Sales
The Sales Demo That Sells Instead of Showing Off
A great demo is not a feature tour. It is a story about the buyer's problem, told with your product. Here is the difference.
Demo the problem, not the product
The instinct to show off every capability is what makes most demos forgettable. The buyer does not want a tour; they want to see their specific problem solved. Structure the demo around their situation, showing only the features that address what they actually told you in discovery.
This requires having done real discovery first. A demo you could give to anyone is a demo that persuades no one; a demo tailored to this buyer's problem feels like it was built for them.
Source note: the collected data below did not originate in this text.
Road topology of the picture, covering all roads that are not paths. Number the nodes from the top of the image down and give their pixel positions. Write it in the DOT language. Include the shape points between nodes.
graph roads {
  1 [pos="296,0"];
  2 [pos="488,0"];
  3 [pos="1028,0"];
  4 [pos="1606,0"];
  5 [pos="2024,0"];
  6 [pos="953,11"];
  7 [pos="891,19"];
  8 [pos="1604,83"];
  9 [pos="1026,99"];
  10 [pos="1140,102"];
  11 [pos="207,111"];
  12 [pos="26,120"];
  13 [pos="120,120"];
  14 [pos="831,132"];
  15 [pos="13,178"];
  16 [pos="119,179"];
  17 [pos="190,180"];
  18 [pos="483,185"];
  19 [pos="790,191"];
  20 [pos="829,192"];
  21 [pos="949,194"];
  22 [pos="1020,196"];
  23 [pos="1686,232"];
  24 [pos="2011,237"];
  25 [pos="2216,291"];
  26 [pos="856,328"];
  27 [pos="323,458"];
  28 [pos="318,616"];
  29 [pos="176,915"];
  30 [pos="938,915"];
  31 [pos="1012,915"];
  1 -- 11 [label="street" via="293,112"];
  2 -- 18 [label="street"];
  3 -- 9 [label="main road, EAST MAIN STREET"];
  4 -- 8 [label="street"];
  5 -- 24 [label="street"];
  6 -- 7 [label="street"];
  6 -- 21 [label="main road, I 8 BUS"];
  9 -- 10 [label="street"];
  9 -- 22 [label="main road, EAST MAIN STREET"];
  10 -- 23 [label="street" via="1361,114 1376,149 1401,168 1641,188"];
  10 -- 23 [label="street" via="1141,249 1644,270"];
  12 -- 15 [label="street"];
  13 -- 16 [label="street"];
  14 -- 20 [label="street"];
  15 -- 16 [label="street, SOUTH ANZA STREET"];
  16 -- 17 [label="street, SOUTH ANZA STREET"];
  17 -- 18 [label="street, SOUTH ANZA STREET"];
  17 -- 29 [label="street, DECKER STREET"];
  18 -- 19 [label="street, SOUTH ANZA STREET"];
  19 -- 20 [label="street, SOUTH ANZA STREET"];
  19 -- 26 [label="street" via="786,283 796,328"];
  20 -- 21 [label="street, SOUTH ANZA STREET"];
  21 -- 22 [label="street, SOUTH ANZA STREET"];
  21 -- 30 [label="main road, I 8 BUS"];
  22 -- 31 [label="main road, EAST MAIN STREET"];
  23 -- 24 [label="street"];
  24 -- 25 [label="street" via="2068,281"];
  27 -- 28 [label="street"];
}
Let the buyer drive when you can
A demo where the buyer watches passively is far less persuasive than one where they participate. Where possible, have them use the product on their own scenario, because the moment they experience solving their own problem beats any polished walkthrough you could deliver.
Hands-on time also surfaces objections while you are there to address them, rather than after the call when you cannot. An engaged buyer is a buying buyer.
End by confirming the fit
Close the demo by checking whether what you showed actually addresses their problem, in their words. This confirms fit, surfaces any remaining gaps, and transitions naturally to next steps. A demo that ends with any other questions leaves the buyer to draw their own conclusions.
Capture their reactions in your CRM so the follow-up speaks to what resonated and what did not. A demo is a discovery tool as much as a persuasion tool, if you listen during it.